### Task item:
Those lines of the data that hold the word "Rasim" are to be copied out.

### Data to process:

============

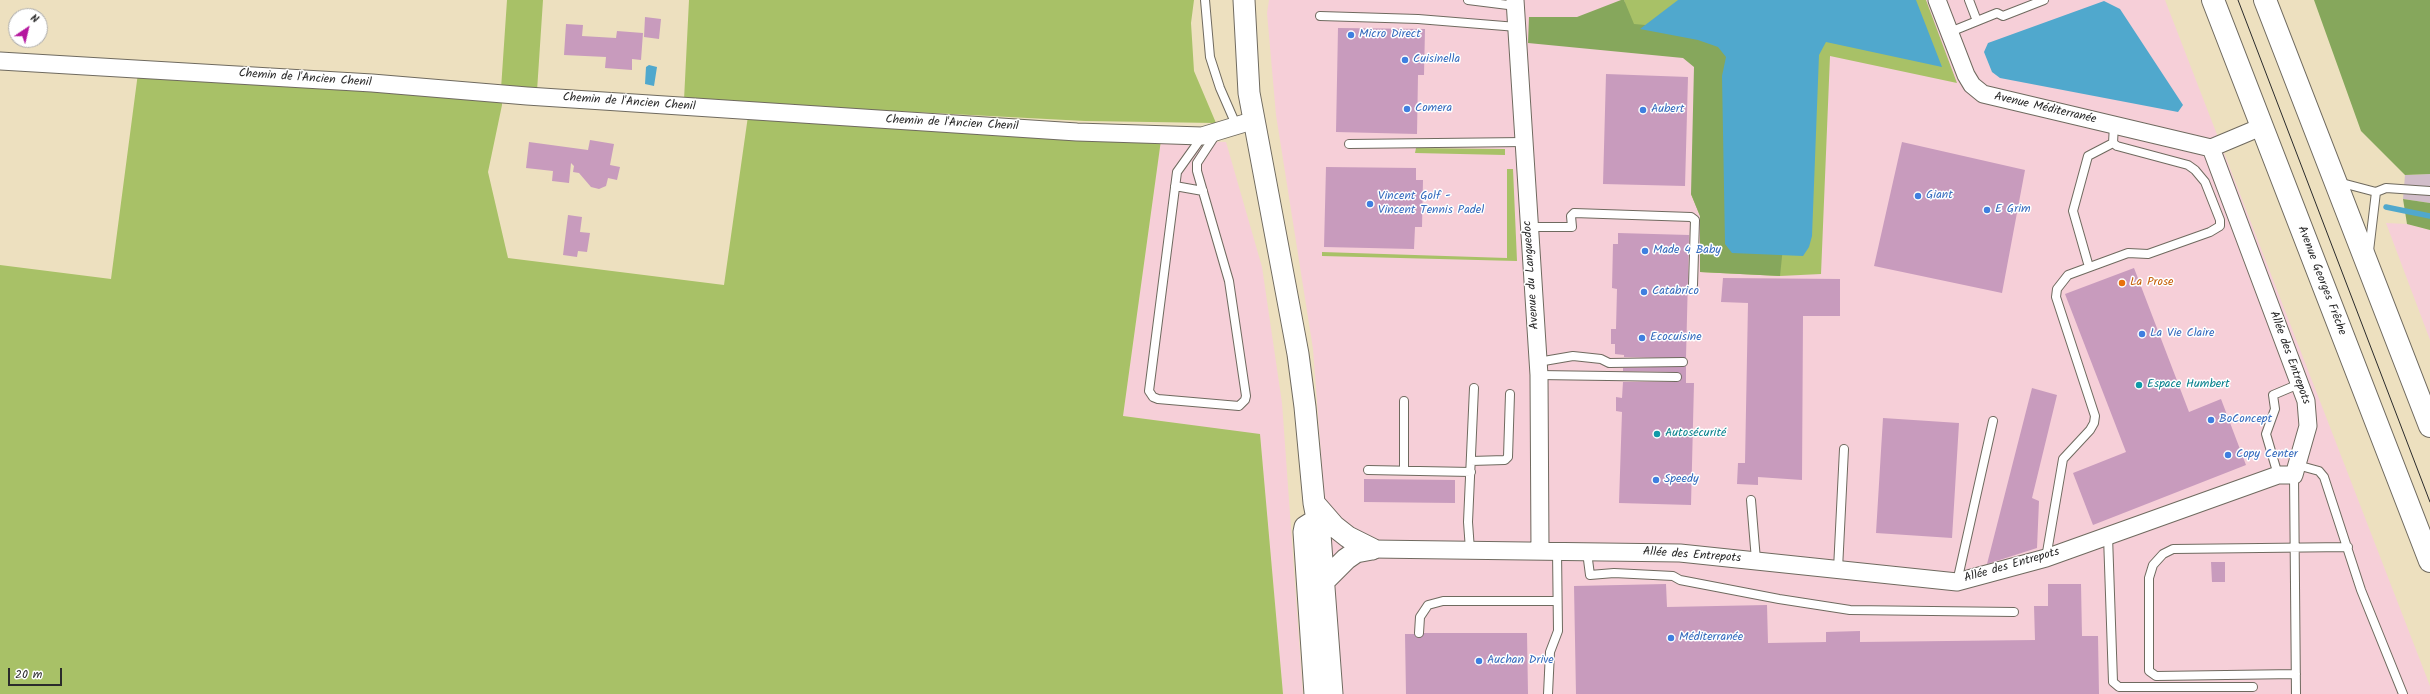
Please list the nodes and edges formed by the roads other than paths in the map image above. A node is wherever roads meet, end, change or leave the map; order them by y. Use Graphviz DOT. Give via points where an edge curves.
graph roads {
  1 [pos="1205,0"];
  2 [pos="1244,0"];
  3 [pos="1468,0"];
  4 [pos="1937,0"];
  5 [pos="1969,0"];
  6 [pos="2044,0"];
  7 [pos="2212,0"];
  8 [pos="2265,0"];
  9 [pos="1516,3"];
  10 [pos="1320,16"];
  11 [pos="1977,21"];
  12 [pos="1517,28"];
  13 [pos="1950,32"];
  14 [pos="0,61"];
  15 [pos="1246,124"];
  16 [pos="2114,124"];
  17 [pos="2261,127"];
  18 [pos="1209,135"];
  19 [pos="1524,142"];
  20 [pos="2113,143"];
  21 [pos="1348,144"];
  22 [pos="2211,148"];
  23 [pos="2335,181"];
  24 [pos="1175,186"];
  25 [pos="1203,191"];
  26 [pos="2430,191"];
  27 [pos="2376,192"];
  28 [pos="1529,227"];
  29 [pos="2367,265"];
  30 [pos="2089,267"];
  31 [pos="1693,285"];
  32 [pos="1682,362"];
  33 [pos="1538,368"];
  34 [pos="1677,377"];
  35 [pos="2299,384"];
  36 [pos="1474,388"];
  37 [pos="1510,394"];
  38 [pos="1404,401"];
  39 [pos="1994,422"];
  40 [pos="2430,426"];
  41 [pos="1844,449"];
  42 [pos="1471,461"];
  43 [pos="1368,470"];
  44 [pos="1404,470"];
  45 [pos="1471,472"];
  46 [pos="2290,472"];
  47 [pos="1751,500"];
  48 [pos="1317,519"];
  49 [pos="2108,536"];
  50 [pos="2294,547"];
  51 [pos="2348,547"];
  52 [pos="1364,550"];
  53 [pos="1470,550"];
  54 [pos="1549,551"];
  55 [pos="1587,552"];
  56 [pos="2046,558"];
  57 [pos="1756,560"];
  58 [pos="2430,561"];
  59 [pos="1838,569"];
  60 [pos="1323,582"];
  61 [pos="1957,582"];
  62 [pos="1558,601"];
  63 [pos="2014,612"];
  64 [pos="1419,633"];
  65 [pos="2296,674"];
  66 [pos="2253,687"];
  67 [pos="1315,694"];
  68 [pos="1332,694"];
  69 [pos="1548,694"];
  70 [pos="2296,694"];
  71 [pos="2403,694"];
  1 -- 15 [label="lane" via="1210,57 1220,88"];
  2 -- 15 [label="street"];
  3 -- 9 [label="lane"];
  4 -- 13 [label="street, Avenue Méditerranée"];
  5 -- 11 [label="lane"];
  6 -- 11 [label="lane" via="2003,16 1997,13"];
  7 -- 17 [label="main road, Avenue Georges Frêche"];
  8 -- 23 [label="main road"];
  9 -- 12 [label="street, Avenue du Languedoc"];
  10 -- 12 [label="lane" via="1418,19"];
  11 -- 13 [label="lane"];
  12 -- 19 [label="street, Avenue du Languedoc"];
  13 -- 16 [label="street, Avenue Méditerranée" via="1972,85 1983,94"];
  14 -- 18 [label="street, Chemin de l'Ancien Chenil" via="372,83 527,96 1077,132"];
  15 -- 18 [label="street, Chemin de l'Ancien Chenil"];
  15 -- 48 [label="street" via="1298,354"];
  16 -- 20 [label="lane"];
  16 -- 22 [label="street, Avenue Méditerranée"];
  17 -- 22 [label="street"];
  17 -- 58 [label="main road, Avenue Georges Frêche"];
  18 -- 24 [label="lane" via="1178,168"];
  18 -- 25 [label="lane" via="1197,163"];
  19 -- 21 [label="lane"];
  19 -- 28 [label="street, Avenue du Languedoc"];
  20 -- 30 [label="lane" via="2088,156 2073,211"];
  20 -- 30 [label="lane" via="2188,165 2195,170 2205,182 2220,226 2148,254 2128,253"];
  22 -- 35 [label="street, Allée des Entrepots"];
  23 -- 27 [label="lane"];
  23 -- 29 [label="main road"];
  24 -- 25 [label="lane"];
  24 -- 25 [label="lane" via="1149,391 1158,399 1239,406 1246,396 1229,281"];
  26 -- 27 [label="lane" via="2386,188"];
  27 -- 29 [label="lane"];
  28 -- 31 [label="lane" via="1572,227 1571,216 1574,212 1691,217 1694,220"];
  28 -- 33 [label="street, Avenue du Languedoc"];
  29 -- 40 [label="main road"];
  30 -- 56 [label="lane" via="2068,275 2057,289 2056,297 2095,416 2090,430 2063,459"];
  32 -- 33 [label="lane" via="1609,363 1601,359 1574,356"];
  33 -- 34 [label="lane"];
  33 -- 54 [label="street, Avenue du Languedoc"];
  35 -- 46 [label="street, Allée des Entrepots" via="2306,401 2308,426"];
  35 -- 46 [label="lane" via="2274,395 2275,409 2266,434"];
  36 -- 42 [label="lane"];
  37 -- 42 [label="lane" via="1508,457 1505,460"];
  38 -- 44 [label="lane"];
  39 -- 61 [label="lane"];
  41 -- 59 [label="lane"];
  42 -- 45 [label="lane"];
  43 -- 44 [label="lane"];
  44 -- 45 [label="lane"];
  45 -- 53 [label="lane" via="1468,522"];
  46 -- 49 [label="street, Allée des Entrepots"];
  46 -- 50 [label="lane"];
  46 -- 51 [label="lane" via="2319,471 2324,477"];
  47 -- 57 [label="lane"];
  48 -- 52 [label="street" via="1334,526"];
  48 -- 52 [label="street" via="1344,549"];
  48 -- 60 [label="street"];
  48 -- 67 [label="street" via="1305,528 1304,532"];
  49 -- 56 [label="street, Allée des Entrepots"];
  49 -- 66 [label="lane" via="2113,682 2119,687"];
  50 -- 51 [label="lane"];
  50 -- 65 [label="lane"];
  50 -- 65 [label="lane" via="2173,549 2163,554 2153,565 2149,578 2150,671 2156,676"];
  51 -- 71 [label="lane"];
  52 -- 53 [label="street, Allée des Entrepots"];
  52 -- 60 [label="street" via="1337,565"];
  53 -- 54 [label="street, Allée des Entrepots"];
  54 -- 55 [label="street, Allée des Entrepots"];
  54 -- 62 [label="lane"];
  55 -- 57 [label="street, Allée des Entrepots" via="1680,553"];
  55 -- 63 [label="lane" via="1590,575 1614,573 1673,576 1812,606 1850,610"];
  56 -- 61 [label="street, Allée des Entrepots"];
  57 -- 59 [label="street, Allée des Entrepots"];
  59 -- 61 [label="street, Allée des Entrepots"];
  60 -- 68 [label="street"];
  62 -- 64 [label="lane" via="1443,601 1428,605 1420,617"];
  62 -- 69 [label="lane" via="1558,631 1550,652"];
  65 -- 70 [label="lane"];
}
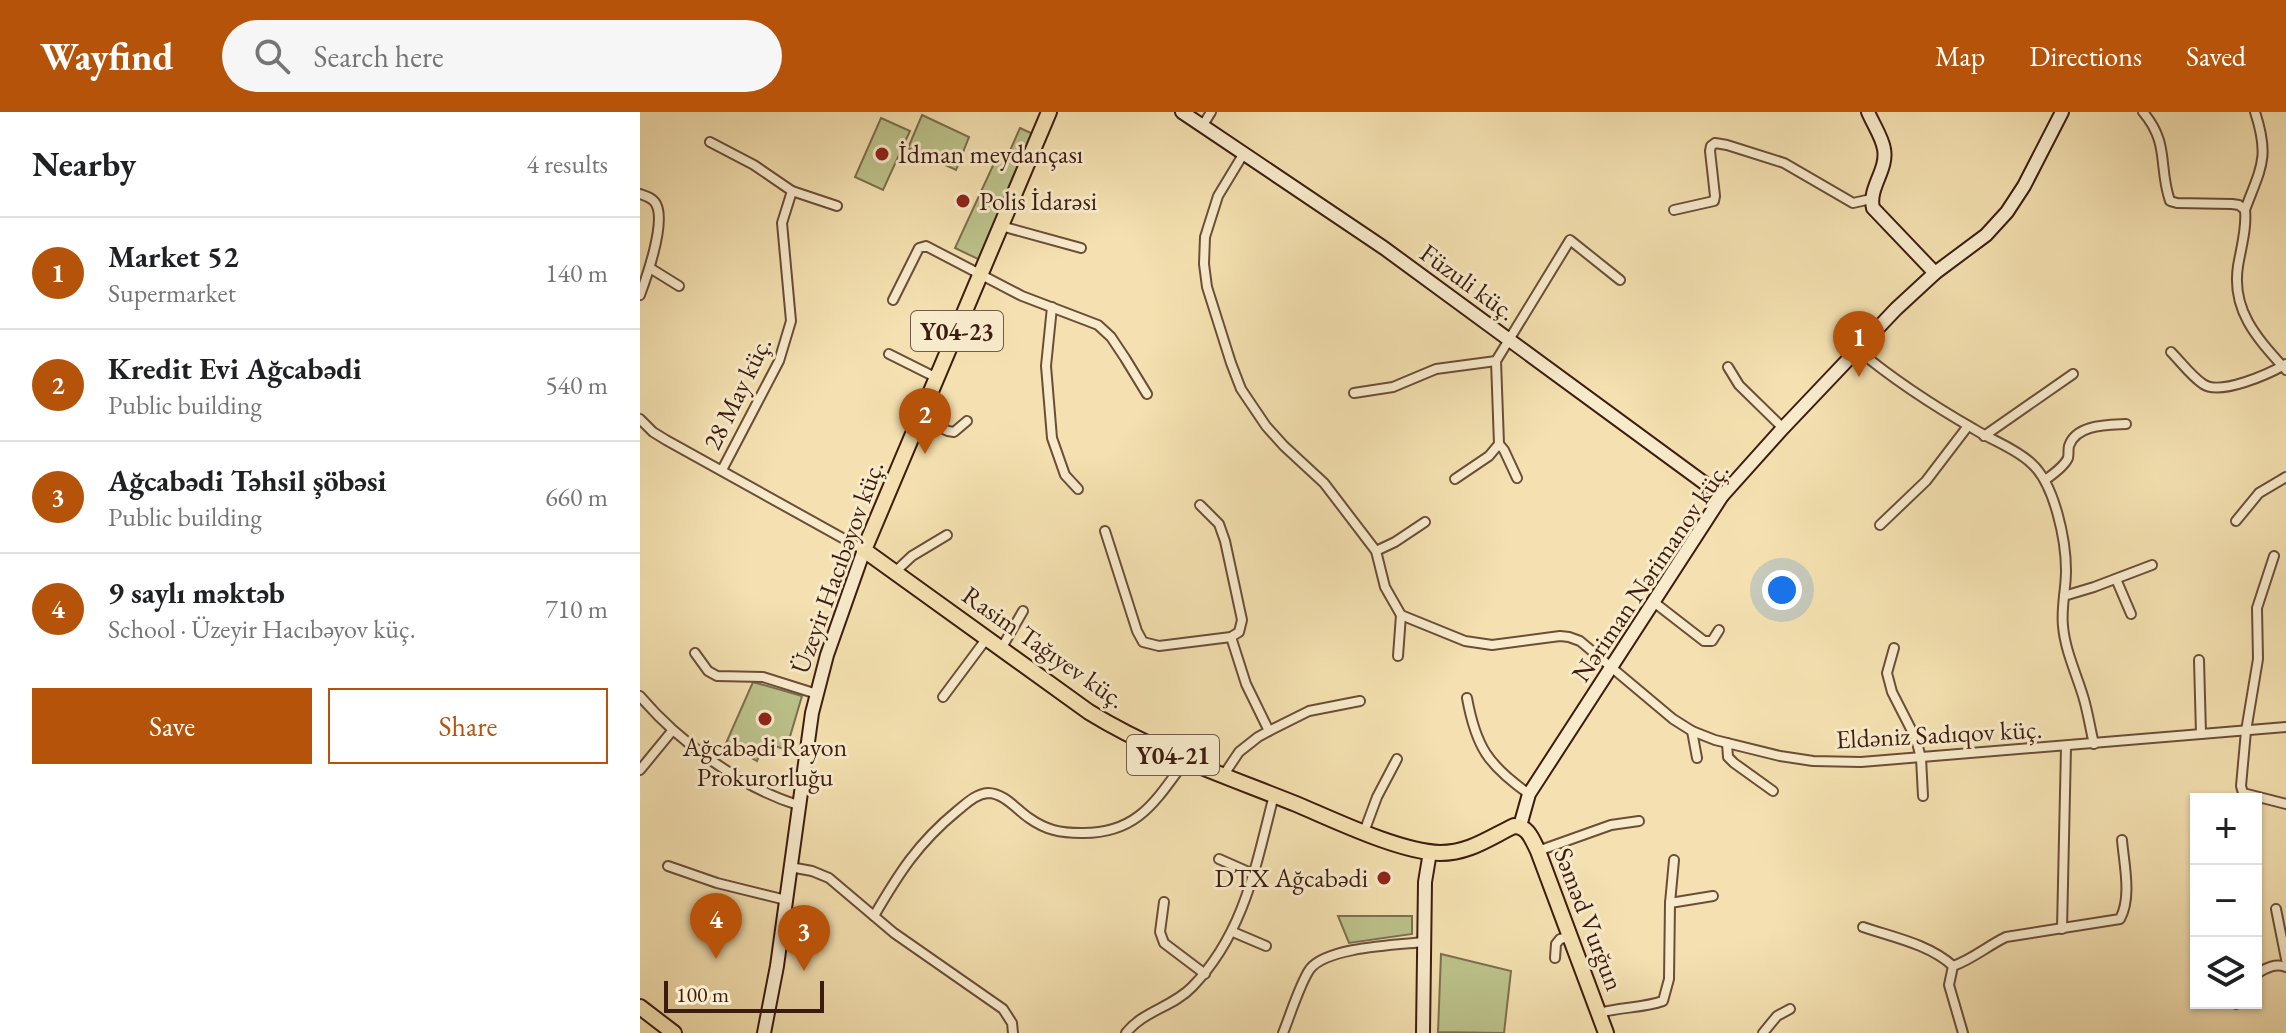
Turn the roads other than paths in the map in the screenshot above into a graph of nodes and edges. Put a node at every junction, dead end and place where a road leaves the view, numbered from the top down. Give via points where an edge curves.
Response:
1 (1049, 112) edge
2 (1182, 112) edge
3 (1211, 112) edge
4 (1868, 112) edge
5 (2062, 112) edge
6 (2143, 112) edge
7 (2255, 112) edge
8 (1203, 125) junction
9 (710, 142) dead end
10 (1244, 153) junction
11 (792, 191) junction
12 (640, 194) edge
13 (1871, 199) junction
14 (837, 206) dead end
15 (1674, 210) dead end
16 (2245, 210) junction
17 (1001, 226) junction
18 (1081, 248) dead end
19 (650, 268) junction
20 (981, 273) junction
21 (1935, 273) junction
22 (1620, 280) dead end
23 (679, 286) dead end
24 (640, 295) edge
25 (893, 300) dead end
26 (1052, 307) junction
27 (1510, 339) junction
28 (1858, 350) junction
29 (2171, 352) dead end
30 (889, 354) dead end
31 (1496, 361) junction
32 (1728, 367) dead end
33 (2285, 367) edge
34 (2073, 374) dead end
35 (937, 378) junction
36 (1354, 393) dead end
37 (1147, 394) dead end
38 (920, 418) junction
39 (640, 419) edge
40 (967, 421) dead end
41 (2126, 424) dead end
42 (1968, 426) junction
43 (1783, 428) junction
44 (1984, 436) junction
45 (1499, 444) junction
46 (722, 470) junction
47 (2286, 477) edge
48 (1517, 478) dead end
49 (1455, 479) dead end
50 (2045, 480) junction
51 (1078, 489) dead end
52 (1722, 496) junction
53 (1200, 505) dead end
54 (2236, 521) dead end
55 (1425, 522) dead end
56 (1880, 525) dead end
57 (1105, 531) dead end
58 (947, 535) dead end
59 (864, 550) junction
60 (1376, 551) junction
61 (2274, 556) dead end
62 (2152, 565) dead end
63 (896, 571) junction
64 (2116, 579) junction
65 (2064, 596) junction
66 (1655, 603) junction
67 (1023, 611) dead end
68 (2131, 614) dead end
69 (1401, 615) junction
70 (1719, 630) dead end
71 (1231, 637) junction
72 (987, 638) junction
73 (1894, 648) dead end
74 (1001, 649) junction
75 (695, 653) dead end
76 (1398, 656) dead end
77 (2199, 660) dead end
78 (1613, 667) junction
79 (817, 694) junction
80 (640, 696) edge
81 (943, 697) dead end
82 (1467, 698) dead end
83 (1360, 701) dead end
84 (2286, 727) edge
85 (672, 731) junction
86 (1269, 731) junction
87 (1692, 731) junction
88 (2246, 731) junction
89 (2201, 734) junction
90 (1727, 743) junction
91 (2094, 744) junction
92 (2066, 747) junction
93 (1697, 758) dead end
94 (1921, 758) junction
95 (1397, 759) dead end
96 (1185, 761) junction
97 (640, 770) edge
98 (1223, 776) junction
99 (1773, 791) dead end
100 (2242, 793) edge
101 (1529, 794) junction
102 (1274, 795) junction
103 (1923, 796) dead end
104 (2262, 800) edge
105 (2286, 804) edge
106 (798, 805) junction
107 (1639, 821) dead end
108 (1520, 826) junction
109 (1364, 832) junction
110 (2122, 840) dead end
111 (1538, 851) junction
112 (1430, 852) junction
113 (1219, 859) dead end
114 (1674, 860) dead end
115 (668, 866) dead end
116 (790, 867) junction
117 (1253, 874) junction
118 (1713, 896) dead end
119 (786, 900) junction
120 (1164, 902) dead end
121 (1670, 903) junction
122 (2276, 909) dead end
123 (874, 916) junction
124 (1863, 927) dead end
125 (2062, 929) junction
126 (1233, 932) junction
127 (1569, 937) junction
128 (1424, 942) junction
129 (1266, 946) dead end
130 (1555, 958) dead end
131 (2286, 959) edge
132 (1953, 966) junction
133 (2286, 967) edge
134 (2262, 971) edge
135 (1205, 974) junction
136 (640, 1007) edge
137 (1790, 1009) dead end
138 (1599, 1013) junction
139 (674, 1033) edge
140 (764, 1033) edge
141 (1013, 1033) edge
142 (1126, 1033) edge
143 (1283, 1033) edge
144 (1423, 1033) edge
145 (1606, 1033) edge
146 (1763, 1033) edge
147 (1963, 1033) edge

1 - 17 main road, Üzeyir Hacıbəyov küç. / Y04-23
2 - 8 street, Füzuli küç.
3 - 8 street
4 - 13 street via 1884,150
5 - 21 street, Nəriman Nərimanov küç. via 2007,212
6 - 16 street via 2161,143 2170,201 2232,204
7 - 16 street via 2264,151
8 - 10 street, Füzuli küç.
9 - 11 street
10 - 27 street, Füzuli küç.
10 - 60 street via 1218,196 1205,237 1207,287 1231,363 1266,426 1324,483
11 - 14 street
11 - 46 street, 28 May küç. via 782,223 791,321 786,343
12 - 19 street via 658,206
13 - 15 street via 1853,203 1784,163 1715,143 1710,151 1714,201
13 - 21 street via 1878,215
16 - 33 street via 2236,276 2239,305 2257,337
17 - 18 street
17 - 20 main road, Üzeyir Hacıbəyov küç. / Y04-23
19 - 23 street
19 - 24 street
20 - 25 street via 926,246 919,248
20 - 26 street
20 - 35 main road, Üzeyir Hacıbəyov küç. / Y04-23
21 - 28 street, Nəriman Nərimanov küç.
22 - 27 street via 1570,240
26 - 37 street via 1098,325
26 - 51 street via 1046,366 1052,438 1065,475
27 - 31 street
27 - 52 street, Füzuli küç.
28 - 42 street
28 - 43 street, Nəriman Nərimanov küç.
29 - 33 street via 2204,385 2216,389
30 - 35 street
31 - 36 street via 1436,369 1393,387
31 - 45 street
32 - 43 street
34 - 44 street
35 - 38 main road, Üzeyir Hacıbəyov küç. / Y04-23
38 - 40 street via 954,432
38 - 59 main road, Üzeyir Hacıbəyov küç. / Y04-23
39 - 46 street, 28 May küç. via 653,432
41 - 50 street via 2098,425 2076,435 2064,464
42 - 44 street
42 - 56 street via 1926,481
43 - 52 street, Nəriman Nərimanov küç.
44 - 50 street via 2021,455
45 - 48 street
45 - 49 street
46 - 59 street, 28 May küç.
47 - 54 street via 2259,493
50 - 65 street via 2062,541
52 - 66 street, Nəriman Nərimanov küç.
53 - 71 street via 1219,524 1225,541 1242,620 1239,632
55 - 60 street
57 - 71 street via 1143,642 1159,646
58 - 63 street
59 - 63 main road, Rasim Tağıyev küç. / Y04-21
59 - 79 street, Üzeyir Hacıbəyov küç. / Y04-23
60 - 69 street via 1385,587
61 - 88 street via 2257,608 2258,659
62 - 64 street
63 - 72 main road, Rasim Tağıyev küç. / Y04-21
64 - 65 street
64 - 68 street
65 - 91 street via 2065,635
66 - 70 street via 1704,641 1712,641
66 - 78 street, Nəriman Nərimanov küç.
67 - 74 street
69 - 76 street
69 - 78 street, Eldəniz Sadıqov küç. via 1465,641 1492,645 1569,637
71 - 86 street
72 - 74 main road, Rasim Tağıyev küç. / Y04-21
72 - 81 street
73 - 94 street via 1887,673
74 - 96 main road, Rasim Tağıyev küç. / Y04-21 via 1110,724
75 - 79 street via 717,676 763,677
77 - 89 street
78 - 87 street, Eldəniz Sadıqov küç.
78 - 101 street, Nəriman Nərimanov küç.
79 - 106 street, Üzeyir Hacıbəyov küç. / Y04-23
80 - 85 street
82 - 101 street via 1472,728 1490,762
83 - 86 street via 1309,711
84 - 88 street, Eldəniz Sadıqov küç.
85 - 97 street
85 - 106 street via 752,785
86 - 98 street via 1239,752
87 - 90 street, Eldəniz Sadıqov küç.
87 - 93 street
88 - 89 street, Eldəniz Sadıqov küç.
88 - 100 street
89 - 91 street, Eldəniz Sadıqov küç.
90 - 94 street, Eldəniz Sadıqov küç. via 1813,761
90 - 99 street via 1728,757
91 - 92 street, Eldəniz Sadıqov küç.
92 - 94 street, Eldəniz Sadıqov küç.
92 - 125 street
94 - 103 street
95 - 109 street
96 - 98 main road, Rasim Tağıyev küç. / Y04-21
96 - 123 street via 1153,805 1120,828 1104,832 1058,833 1003,798 990,793 974,797 913,854
98 - 102 main road, Rasim Tağıyev küç. / Y04-21
101 - 108 street, Nəriman Nərimanov küç.
102 - 109 main road, Rasim Tağıyev küç. / Y04-21
102 - 117 street
104 - 105 street
106 - 116 street, Üzeyir Hacıbəyov küç. / Y04-23
107 - 111 street via 1611,825
108 - 111 main road, Səməd Vurğun
108 - 112 main road, Rasim Tağıyev küç. / Y04-21 via 1466,850
109 - 112 main road, Rasim Tağıyev küç. / Y04-21
110 - 125 street via 2126,898 2120,919
111 - 127 main road, Səməd Vurğun
112 - 128 street
113 - 117 street
114 - 121 street
115 - 119 street
116 - 119 street, Üzeyir Hacıbəyov küç. / Y04-23
116 - 123 street via 829,878
117 - 126 street
118 - 121 street
119 - 140 street, Üzeyir Hacıbəyov küç. / Y04-23
120 - 135 street via 1164,943
121 - 138 street via 1669,979 1663,1001
122 - 131 street
123 - 141 street via 1003,1009
124 - 132 street via 1927,949
125 - 132 street via 2006,937
126 - 129 street
126 - 135 street
127 - 130 street via 1556,944
127 - 138 main road, Səməd Vurğun
128 - 143 street via 1321,958 1309,971
128 - 144 street
132 - 147 street via 1949,985
133 - 134 street
135 - 142 street via 1189,991
136 - 139 main road
137 - 146 street
138 - 145 main road, Səməd Vurğun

============

### Written solution:
59 - 63 main road, Rasim Tağıyev küç. / Y04-21
63 - 72 main road, Rasim Tağıyev küç. / Y04-21
72 - 74 main road, Rasim Tağıyev küç. / Y04-21
74 - 96 main road, Rasim Tağıyev küç. / Y04-21 via 1110,724
96 - 98 main road, Rasim Tağıyev küç. / Y04-21
98 - 102 main road, Rasim Tağıyev küç. / Y04-21
102 - 109 main road, Rasim Tağıyev küç. / Y04-21
108 - 112 main road, Rasim Tağıyev küç. / Y04-21 via 1466,850
109 - 112 main road, Rasim Tağıyev küç. / Y04-21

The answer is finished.